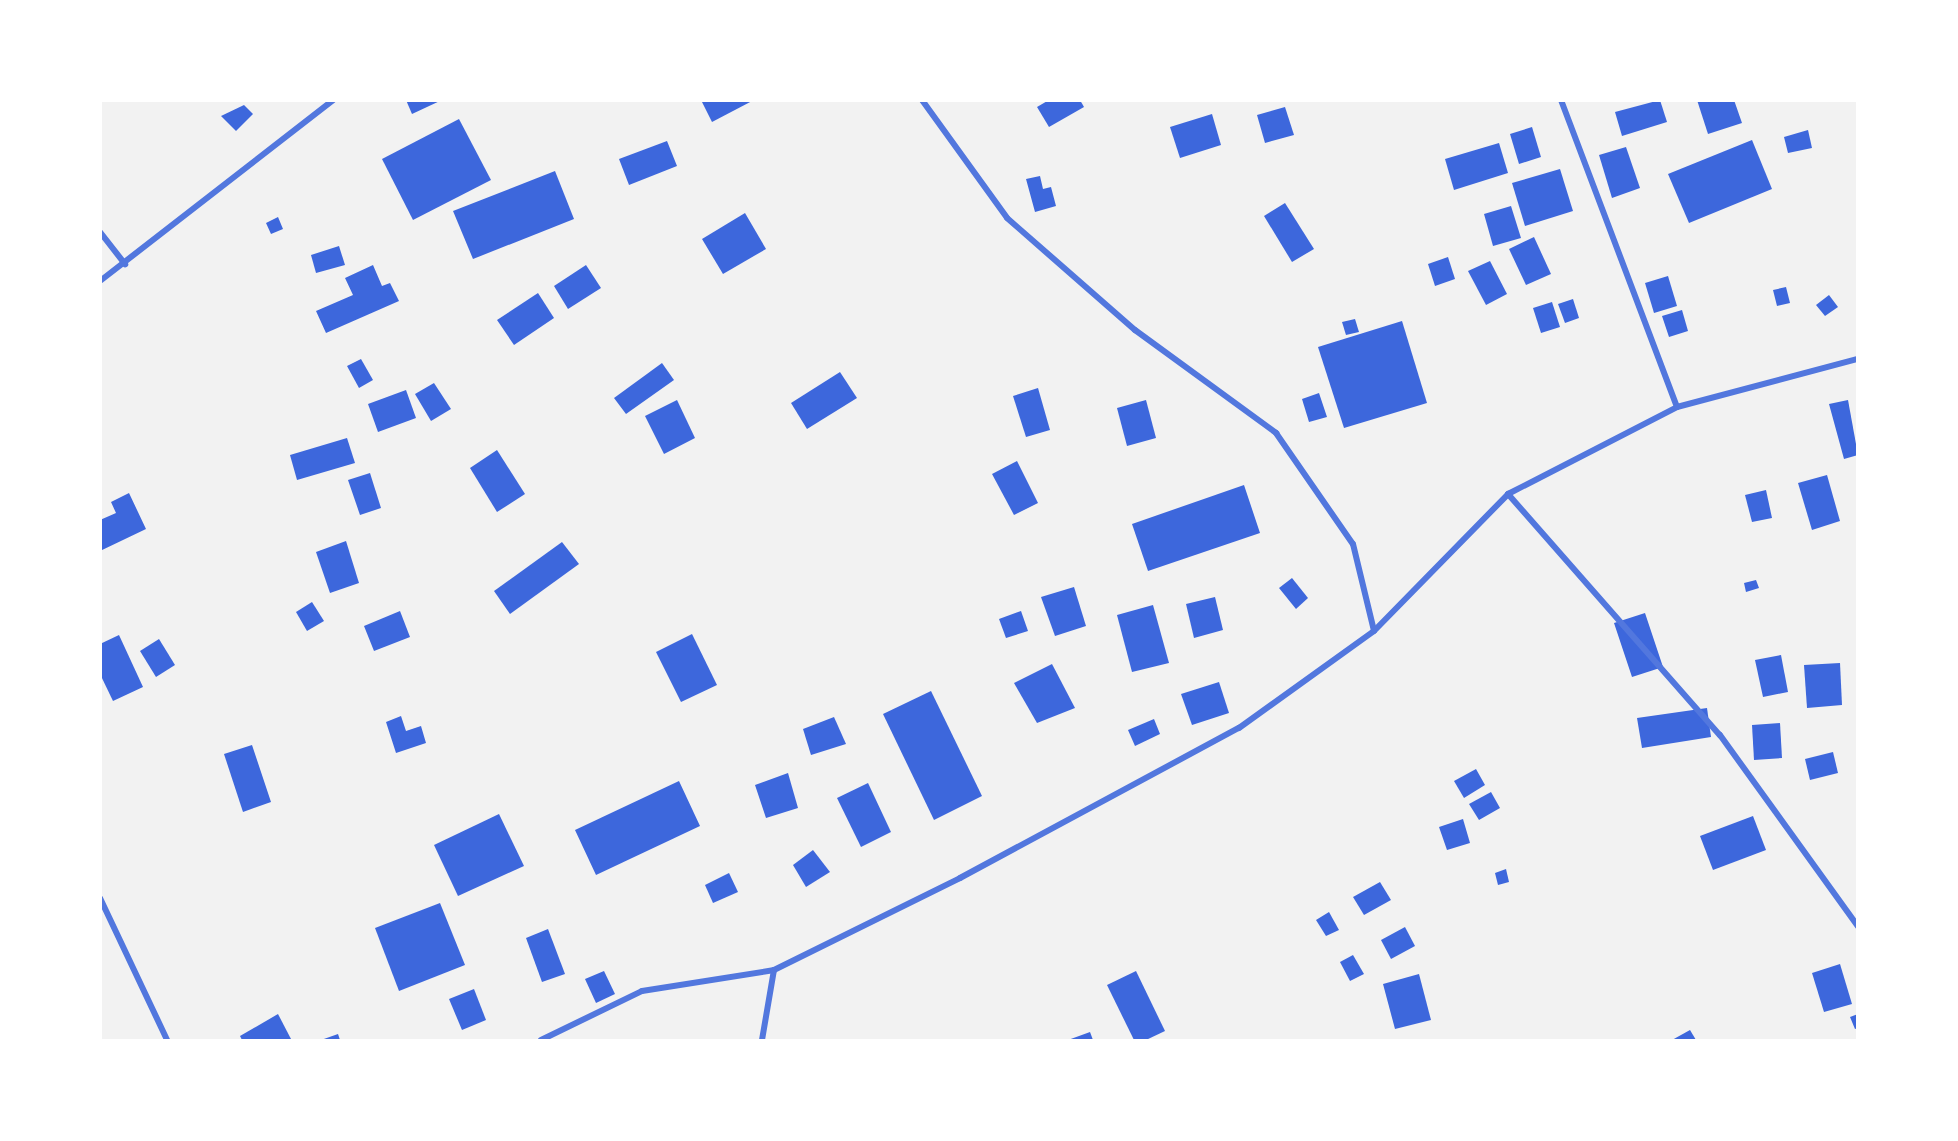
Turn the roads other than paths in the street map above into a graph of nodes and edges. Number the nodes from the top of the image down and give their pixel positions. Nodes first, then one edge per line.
1 (333, 100) edge
2 (921, 100) edge
3 (1561, 100) edge
4 (100, 232) edge
5 (125, 264) junction
6 (100, 281) edge
7 (1857, 359) edge
8 (1677, 407) junction
9 (1508, 494) junction
10 (1374, 631) junction
11 (100, 898) edge
12 (1857, 926) edge
13 (774, 970) junction
14 (167, 1041) edge
15 (541, 1041) edge
16 (762, 1041) edge

1 - 5 street
2 - 10 street
3 - 8 street
4 - 5 street
5 - 6 street
7 - 8 street
8 - 9 street
9 - 10 street
9 - 12 street
10 - 13 street
11 - 14 street
13 - 15 street
13 - 16 street

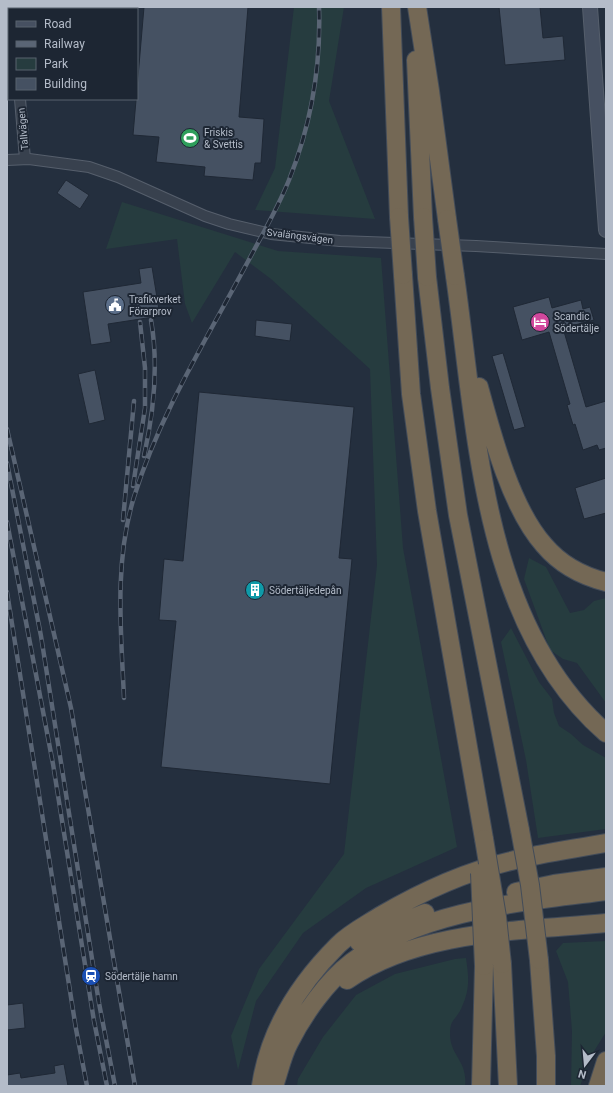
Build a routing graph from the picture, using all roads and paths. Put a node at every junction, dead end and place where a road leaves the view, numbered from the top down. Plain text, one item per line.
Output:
1 (391, 7) edge
2 (416, 7) edge
3 (590, 7) edge
4 (20, 100) edge
5 (25, 159) junction
6 (7, 160) edge
7 (606, 230) edge
8 (606, 254) edge
9 (462, 327) junction
10 (606, 582) edge
11 (606, 733) edge
12 (482, 840) junction
13 (606, 843) edge
14 (606, 877) edge
15 (606, 891) edge
16 (606, 923) edge
17 (315, 972) junction
18 (313, 1005) junction
19 (606, 1061) edge
20 (261, 1086) edge
21 (274, 1086) edge
22 (481, 1086) edge
23 (508, 1086) edge
24 (546, 1086) edge
25 (598, 1086) edge

1 - 12 highway, bridge
2 - 9 highway, bridge
2 - 24 highway, bridge
3 - 7 main road
4 - 5 street, Tallvägen
5 - 6 street, Svalängsvägen
5 - 8 street, Svalängsvägen
9 - 10 highway
9 - 11 highway
12 - 22 highway, bridge
12 - 23 highway, bridge
13 - 17 highway
14 - 17 highway
15 - 18 highway
16 - 18 highway
17 - 20 highway
18 - 21 highway
19 - 25 highway

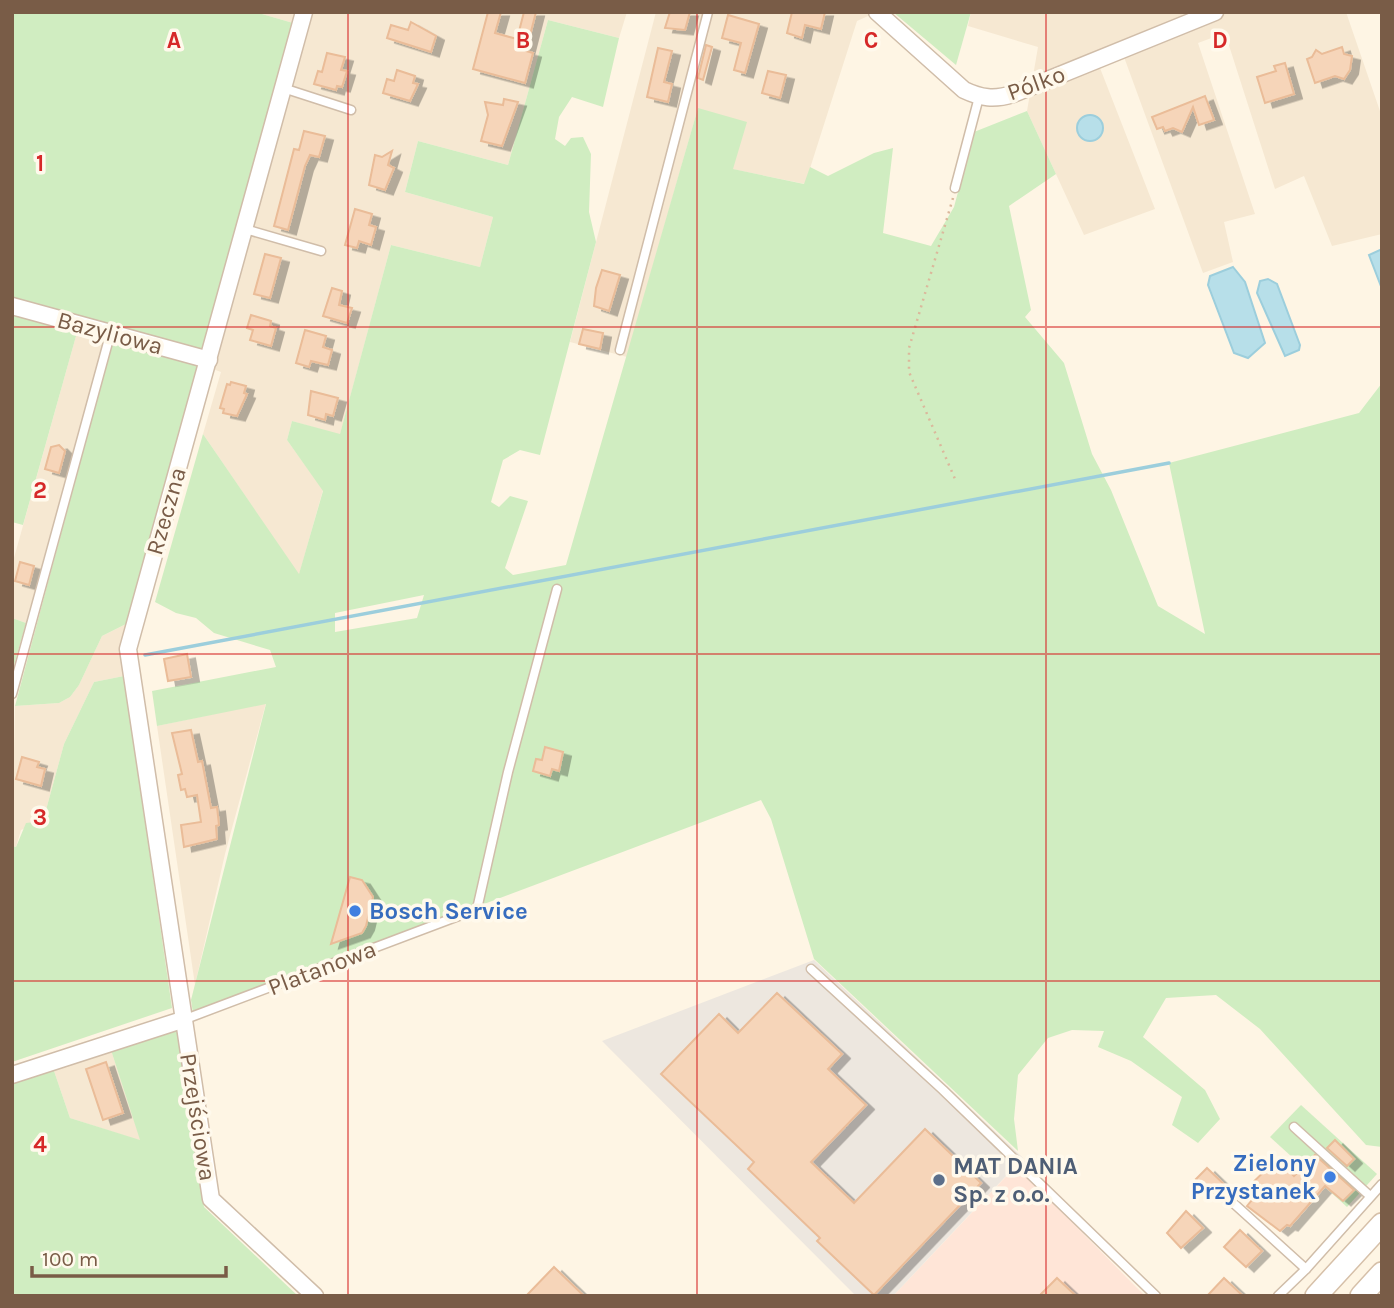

◆ Problem to solve:
Your answer should set down the listing verbatim and leave out its images.

◆ Response:
Turn the roads other than paths in the street map above into a graph of nodes and edges. Number the nodes from the top of the image down and give their pixel positions. Nodes first, then one edge per line.
1 (333, 100) edge
2 (921, 100) edge
3 (1561, 100) edge
4 (100, 232) edge
5 (125, 264) junction
6 (100, 281) edge
7 (1857, 359) edge
8 (1677, 407) junction
9 (1508, 494) junction
10 (1374, 631) junction
11 (100, 898) edge
12 (1857, 926) edge
13 (774, 970) junction
14 (167, 1041) edge
15 (541, 1041) edge
16 (762, 1041) edge

1 - 5 street
2 - 10 street
3 - 8 street
4 - 5 street
5 - 6 street
7 - 8 street
8 - 9 street
9 - 10 street
9 - 12 street
10 - 13 street
11 - 14 street
13 - 15 street
13 - 16 street

Build a routing graph from the picture, using all roads and paths. Put a node at every junction, dead end and place where a road leaves the view, numbered from the top down. Plain text, one item per line.
Output:
1 (391, 7) edge
2 (416, 7) edge
3 (590, 7) edge
4 (20, 100) edge
5 (25, 159) junction
6 (7, 160) edge
7 (606, 230) edge
8 (606, 254) edge
9 (462, 327) junction
10 (606, 582) edge
11 (606, 733) edge
12 (482, 840) junction
13 (606, 843) edge
14 (606, 877) edge
15 (606, 891) edge
16 (606, 923) edge
17 (315, 972) junction
18 (313, 1005) junction
19 (606, 1061) edge
20 (261, 1086) edge
21 (274, 1086) edge
22 (481, 1086) edge
23 (508, 1086) edge
24 (546, 1086) edge
25 (598, 1086) edge

1 - 12 highway, bridge
2 - 9 highway, bridge
2 - 24 highway, bridge
3 - 7 main road
4 - 5 street, Tallvägen
5 - 6 street, Svalängsvägen
5 - 8 street, Svalängsvägen
9 - 10 highway
9 - 11 highway
12 - 22 highway, bridge
12 - 23 highway, bridge
13 - 17 highway
14 - 17 highway
15 - 18 highway
16 - 18 highway
17 - 20 highway
18 - 21 highway
19 - 25 highway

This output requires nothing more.